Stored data

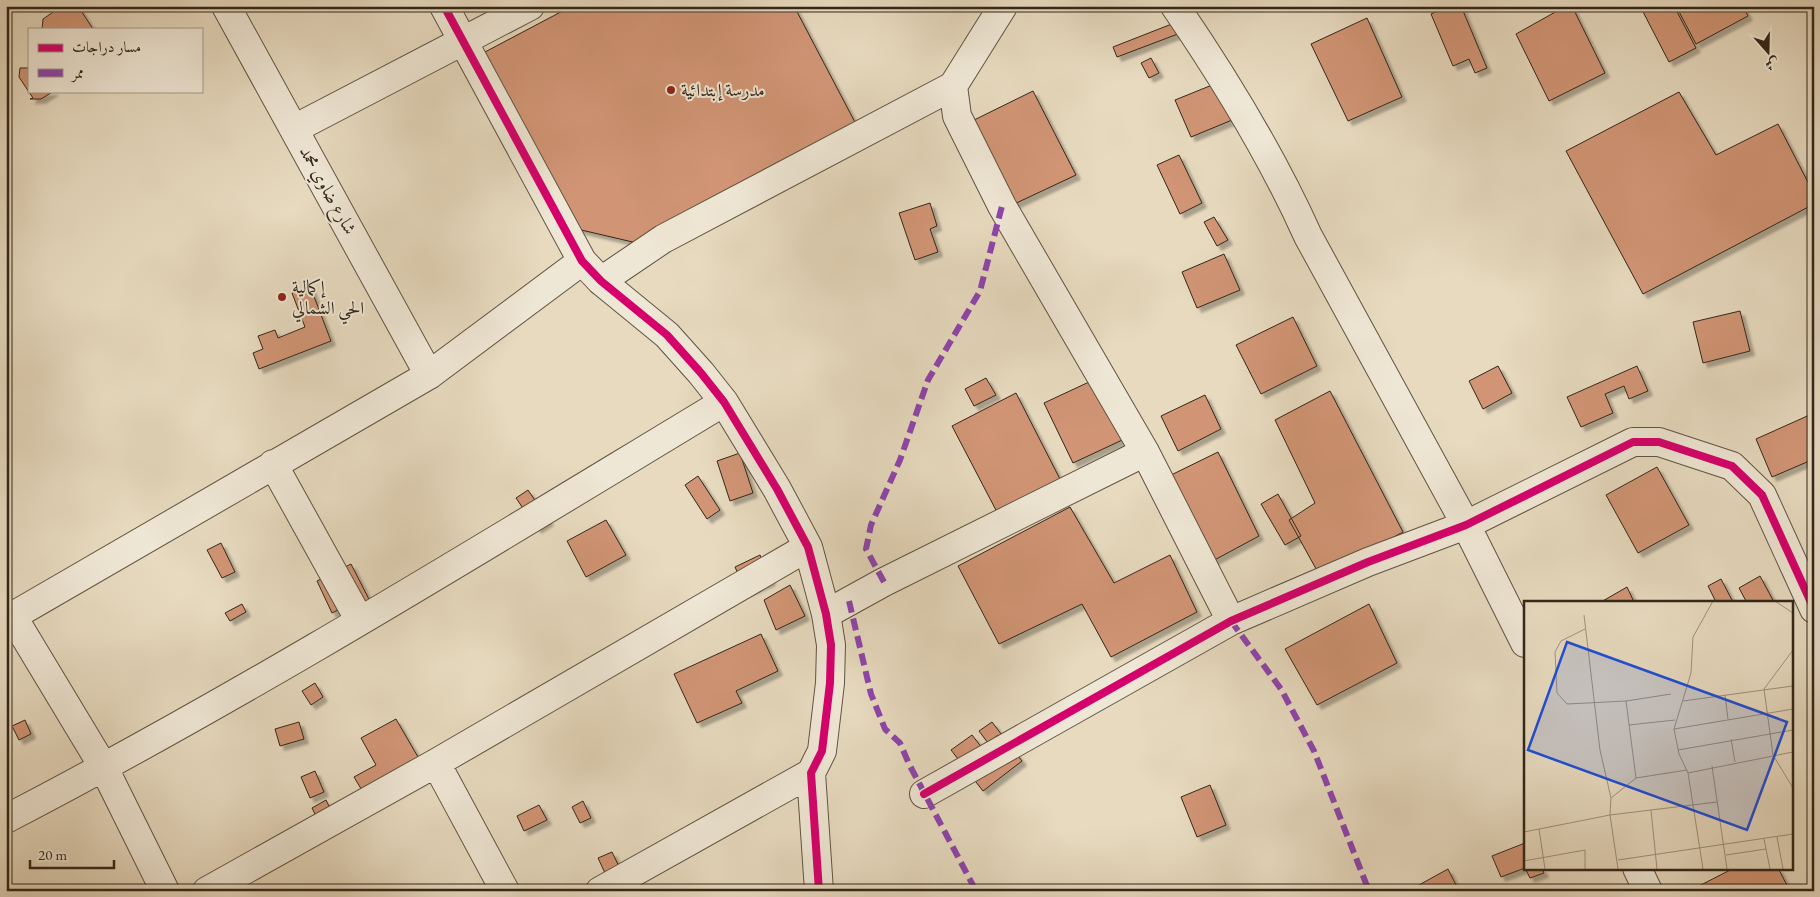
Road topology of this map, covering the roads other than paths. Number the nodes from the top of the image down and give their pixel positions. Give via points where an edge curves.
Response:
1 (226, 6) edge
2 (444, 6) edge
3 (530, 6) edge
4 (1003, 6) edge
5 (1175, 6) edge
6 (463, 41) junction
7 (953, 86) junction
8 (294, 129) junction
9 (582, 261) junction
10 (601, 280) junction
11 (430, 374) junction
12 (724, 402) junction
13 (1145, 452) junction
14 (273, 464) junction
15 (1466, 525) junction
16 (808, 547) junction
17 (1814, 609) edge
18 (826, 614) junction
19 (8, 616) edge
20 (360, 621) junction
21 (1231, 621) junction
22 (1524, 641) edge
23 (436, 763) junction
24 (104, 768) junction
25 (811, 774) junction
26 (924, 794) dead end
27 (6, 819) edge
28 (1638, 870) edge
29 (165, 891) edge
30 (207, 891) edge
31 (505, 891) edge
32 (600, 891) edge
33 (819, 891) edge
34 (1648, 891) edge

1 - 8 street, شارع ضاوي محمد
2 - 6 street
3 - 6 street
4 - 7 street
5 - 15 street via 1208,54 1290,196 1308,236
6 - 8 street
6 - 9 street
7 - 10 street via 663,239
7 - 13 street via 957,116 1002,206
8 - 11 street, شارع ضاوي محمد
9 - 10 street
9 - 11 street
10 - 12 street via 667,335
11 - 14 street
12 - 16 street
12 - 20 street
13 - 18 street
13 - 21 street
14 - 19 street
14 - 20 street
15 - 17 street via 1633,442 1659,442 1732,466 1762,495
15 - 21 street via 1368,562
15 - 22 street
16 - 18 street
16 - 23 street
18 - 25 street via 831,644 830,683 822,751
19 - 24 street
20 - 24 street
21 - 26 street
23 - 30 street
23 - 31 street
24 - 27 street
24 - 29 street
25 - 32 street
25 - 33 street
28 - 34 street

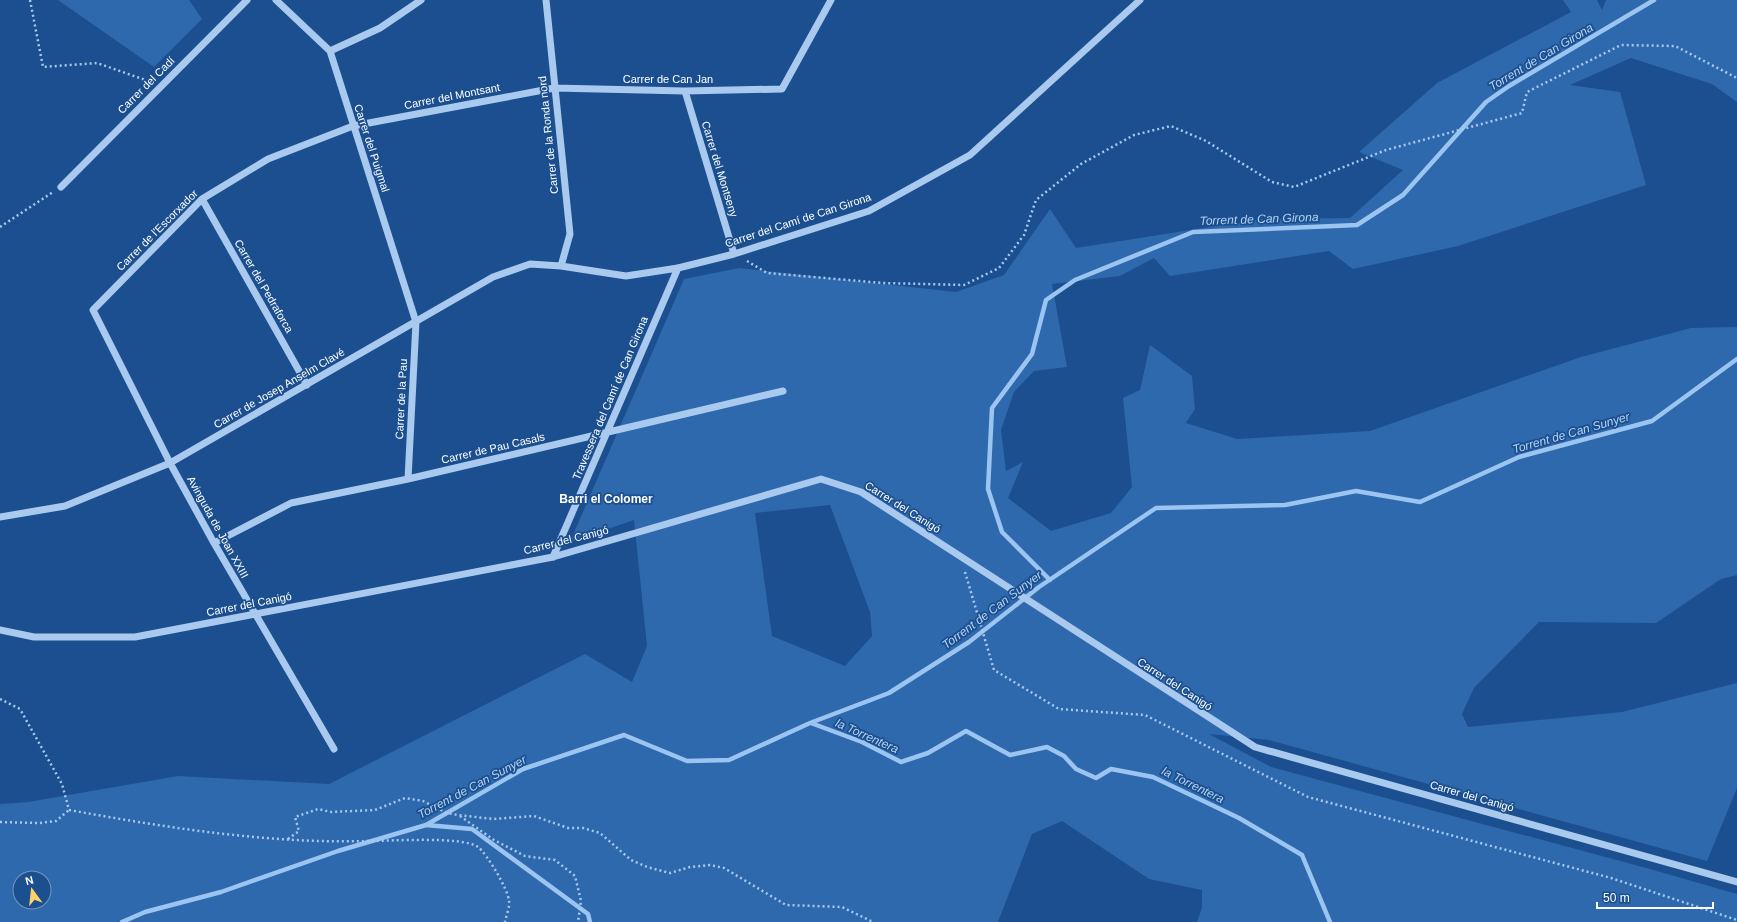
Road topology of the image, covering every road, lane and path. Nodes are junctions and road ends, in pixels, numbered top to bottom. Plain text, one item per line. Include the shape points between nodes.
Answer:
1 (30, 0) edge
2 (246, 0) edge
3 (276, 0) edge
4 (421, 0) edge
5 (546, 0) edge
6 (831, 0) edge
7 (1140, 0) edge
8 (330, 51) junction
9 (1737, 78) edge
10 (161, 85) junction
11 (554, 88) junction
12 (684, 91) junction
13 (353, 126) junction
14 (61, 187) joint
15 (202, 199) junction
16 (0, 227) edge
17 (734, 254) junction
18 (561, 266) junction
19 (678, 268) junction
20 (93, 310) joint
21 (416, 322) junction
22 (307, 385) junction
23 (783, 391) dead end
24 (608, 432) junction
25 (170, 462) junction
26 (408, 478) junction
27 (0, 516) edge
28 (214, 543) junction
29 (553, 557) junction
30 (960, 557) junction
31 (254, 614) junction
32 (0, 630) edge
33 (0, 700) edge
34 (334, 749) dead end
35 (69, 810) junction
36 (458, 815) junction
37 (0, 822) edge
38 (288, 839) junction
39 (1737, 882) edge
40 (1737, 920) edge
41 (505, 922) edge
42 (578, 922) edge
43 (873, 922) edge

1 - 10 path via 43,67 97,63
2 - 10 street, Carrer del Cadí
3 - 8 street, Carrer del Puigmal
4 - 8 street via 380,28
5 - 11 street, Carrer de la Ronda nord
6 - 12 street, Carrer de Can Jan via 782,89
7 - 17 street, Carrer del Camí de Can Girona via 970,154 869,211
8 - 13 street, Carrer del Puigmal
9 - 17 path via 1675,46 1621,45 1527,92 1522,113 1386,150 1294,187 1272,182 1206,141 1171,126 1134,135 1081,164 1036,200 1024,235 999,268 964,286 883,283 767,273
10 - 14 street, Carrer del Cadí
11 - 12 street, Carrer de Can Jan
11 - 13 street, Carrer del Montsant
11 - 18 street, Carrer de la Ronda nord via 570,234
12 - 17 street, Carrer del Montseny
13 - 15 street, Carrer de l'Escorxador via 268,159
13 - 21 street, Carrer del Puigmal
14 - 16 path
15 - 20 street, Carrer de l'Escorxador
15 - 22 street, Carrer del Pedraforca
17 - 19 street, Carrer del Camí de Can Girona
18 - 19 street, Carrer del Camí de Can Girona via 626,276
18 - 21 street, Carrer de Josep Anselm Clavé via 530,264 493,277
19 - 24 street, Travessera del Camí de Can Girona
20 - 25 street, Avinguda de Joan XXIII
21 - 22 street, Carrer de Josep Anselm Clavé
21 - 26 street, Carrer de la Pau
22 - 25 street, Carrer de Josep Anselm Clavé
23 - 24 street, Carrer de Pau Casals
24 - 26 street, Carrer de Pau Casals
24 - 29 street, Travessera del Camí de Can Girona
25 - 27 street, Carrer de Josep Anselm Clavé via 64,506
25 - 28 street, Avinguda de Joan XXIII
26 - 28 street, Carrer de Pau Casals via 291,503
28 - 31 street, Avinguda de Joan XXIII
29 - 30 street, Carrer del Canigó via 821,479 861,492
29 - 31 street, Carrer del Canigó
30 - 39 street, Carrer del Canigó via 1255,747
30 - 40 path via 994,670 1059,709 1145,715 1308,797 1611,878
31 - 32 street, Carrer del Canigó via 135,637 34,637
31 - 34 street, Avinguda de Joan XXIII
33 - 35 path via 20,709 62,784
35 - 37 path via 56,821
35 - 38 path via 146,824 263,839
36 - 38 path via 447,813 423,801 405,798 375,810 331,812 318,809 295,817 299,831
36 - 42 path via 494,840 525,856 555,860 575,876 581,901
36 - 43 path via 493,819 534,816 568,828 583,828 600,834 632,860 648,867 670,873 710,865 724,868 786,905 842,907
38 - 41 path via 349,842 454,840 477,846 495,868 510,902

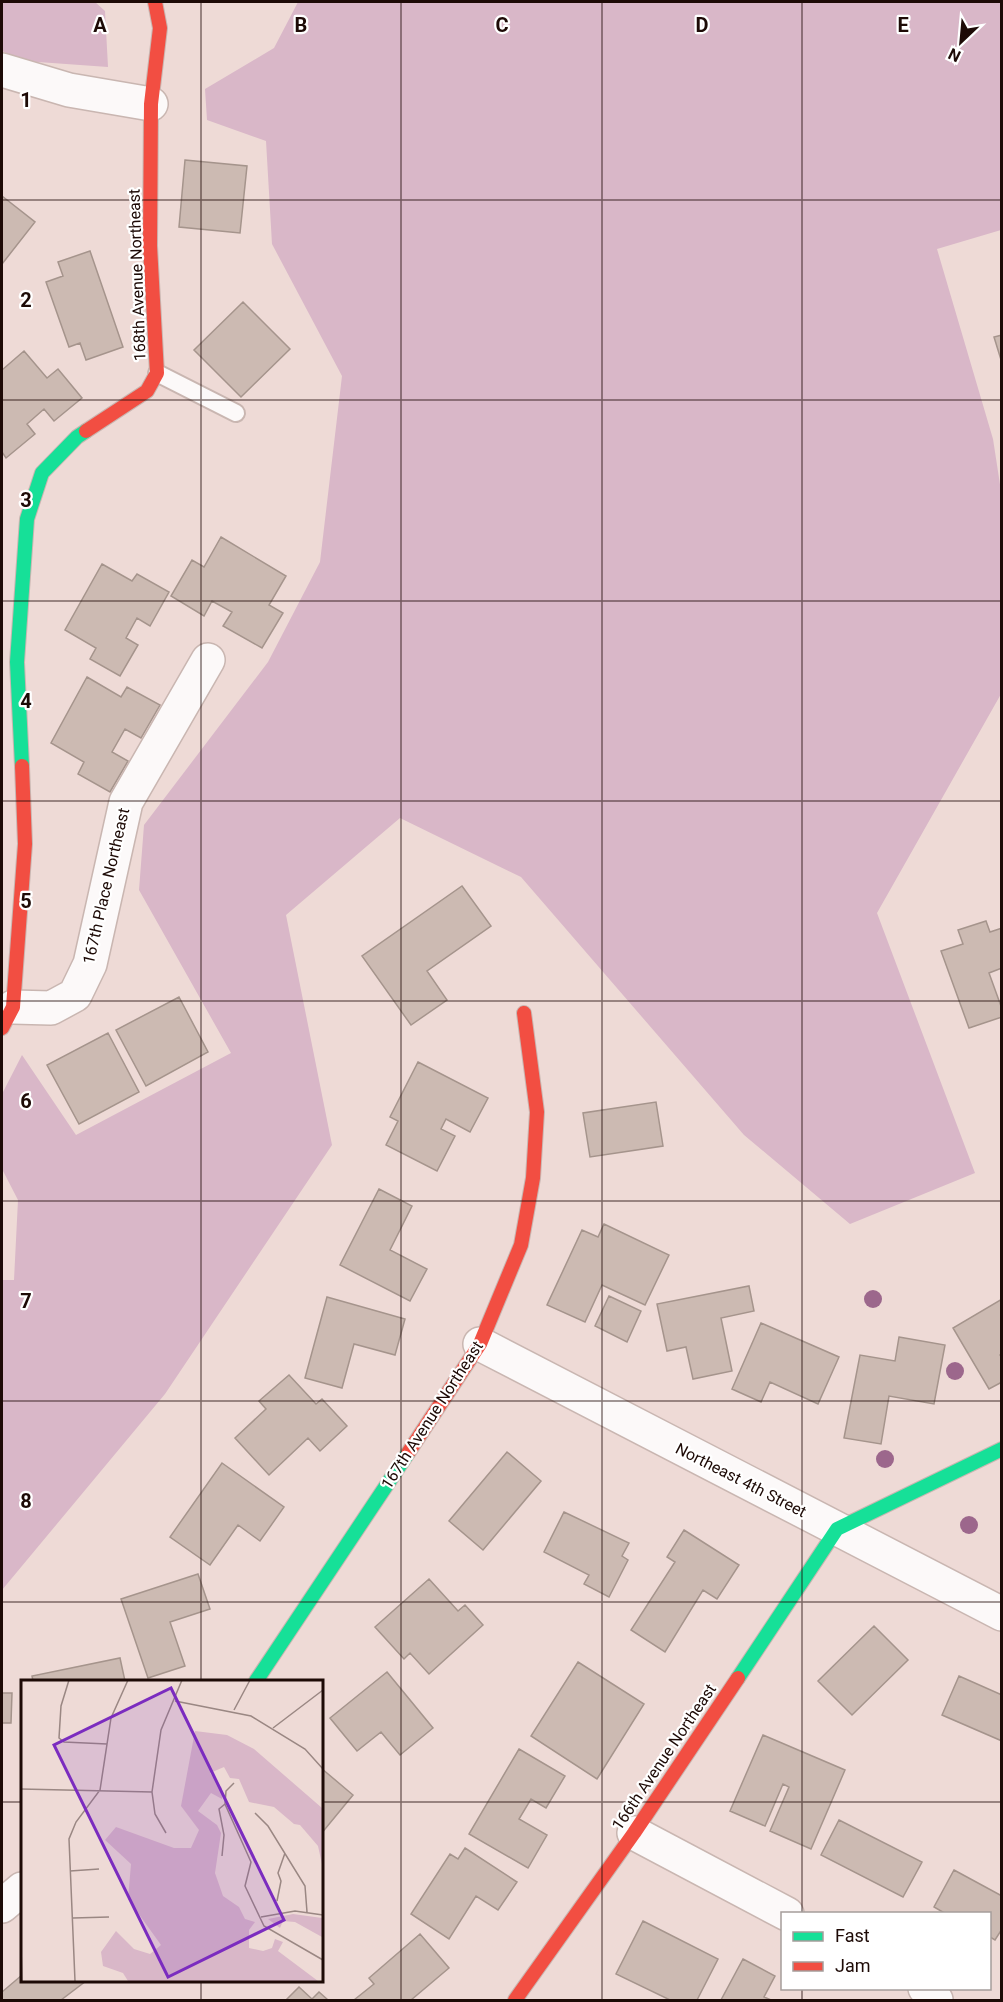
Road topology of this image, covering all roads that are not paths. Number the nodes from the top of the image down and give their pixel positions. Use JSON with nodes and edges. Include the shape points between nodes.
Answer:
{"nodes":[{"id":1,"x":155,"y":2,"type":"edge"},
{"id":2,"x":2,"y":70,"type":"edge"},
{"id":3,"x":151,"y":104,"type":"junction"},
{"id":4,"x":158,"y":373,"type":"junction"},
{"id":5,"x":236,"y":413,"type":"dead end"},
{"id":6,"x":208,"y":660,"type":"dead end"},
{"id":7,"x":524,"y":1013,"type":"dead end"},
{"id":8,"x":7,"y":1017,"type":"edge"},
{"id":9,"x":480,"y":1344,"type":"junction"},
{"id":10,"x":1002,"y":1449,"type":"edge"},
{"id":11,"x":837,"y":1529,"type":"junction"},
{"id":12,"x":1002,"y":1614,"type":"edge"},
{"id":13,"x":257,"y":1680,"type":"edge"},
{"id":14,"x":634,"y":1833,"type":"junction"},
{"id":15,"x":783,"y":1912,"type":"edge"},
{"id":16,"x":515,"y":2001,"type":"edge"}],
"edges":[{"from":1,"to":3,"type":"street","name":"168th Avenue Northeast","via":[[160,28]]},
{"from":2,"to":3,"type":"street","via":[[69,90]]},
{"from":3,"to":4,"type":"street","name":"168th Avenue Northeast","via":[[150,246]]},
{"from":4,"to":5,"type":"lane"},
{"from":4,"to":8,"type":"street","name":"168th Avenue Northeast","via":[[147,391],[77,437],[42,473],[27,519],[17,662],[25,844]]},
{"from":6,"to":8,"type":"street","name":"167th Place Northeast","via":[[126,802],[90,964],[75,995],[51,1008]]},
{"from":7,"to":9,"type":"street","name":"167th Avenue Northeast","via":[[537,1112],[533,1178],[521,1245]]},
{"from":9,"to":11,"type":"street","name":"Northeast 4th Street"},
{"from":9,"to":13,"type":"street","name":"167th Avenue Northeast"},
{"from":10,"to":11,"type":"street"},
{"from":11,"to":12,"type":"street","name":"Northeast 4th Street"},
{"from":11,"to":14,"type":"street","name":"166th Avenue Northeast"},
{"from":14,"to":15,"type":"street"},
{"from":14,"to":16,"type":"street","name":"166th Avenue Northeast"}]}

■ **What you should do**: The reply should hold only the lines running from the top of the records to the line containing "Road topology of the", both included, copied exactly with no pictures.

■ **The completed task**:
Road topology of this map, covering the roads other than paths. Number the nodes from the top of the image down and give their pixel positions. Give via points where an edge curves.
Response:
1 (226, 6) edge
2 (444, 6) edge
3 (530, 6) edge
4 (1003, 6) edge
5 (1175, 6) edge
6 (463, 41) junction
7 (953, 86) junction
8 (294, 129) junction
9 (582, 261) junction
10 (601, 280) junction
11 (430, 374) junction
12 (724, 402) junction
13 (1145, 452) junction
14 (273, 464) junction
15 (1466, 525) junction
16 (808, 547) junction
17 (1814, 609) edge
18 (826, 614) junction
19 (8, 616) edge
20 (360, 621) junction
21 (1231, 621) junction
22 (1524, 641) edge
23 (436, 763) junction
24 (104, 768) junction
25 (811, 774) junction
26 (924, 794) dead end
27 (6, 819) edge
28 (1638, 870) edge
29 (165, 891) edge
30 (207, 891) edge
31 (505, 891) edge
32 (600, 891) edge
33 (819, 891) edge
34 (1648, 891) edge

1 - 8 street, شارع ضاوي محمد
2 - 6 street
3 - 6 street
4 - 7 street
5 - 15 street via 1208,54 1290,196 1308,236
6 - 8 street
6 - 9 street
7 - 10 street via 663,239
7 - 13 street via 957,116 1002,206
8 - 11 street, شارع ضاوي محمد
9 - 10 street
9 - 11 street
10 - 12 street via 667,335
11 - 14 street
12 - 16 street
12 - 20 street
13 - 18 street
13 - 21 street
14 - 19 street
14 - 20 street
15 - 17 street via 1633,442 1659,442 1732,466 1762,495
15 - 21 street via 1368,562
15 - 22 street
16 - 18 street
16 - 23 street
18 - 25 street via 831,644 830,683 822,751
19 - 24 street
20 - 24 street
21 - 26 street
23 - 30 street
23 - 31 street
24 - 27 street
24 - 29 street
25 - 32 street
25 - 33 street
28 - 34 street

Road topology of the image, covering every road, lane and path. Nodes are junctions and road ends, in pixels, numbered top to bottom. Plain text, one item per line. Include the shape points between nodes.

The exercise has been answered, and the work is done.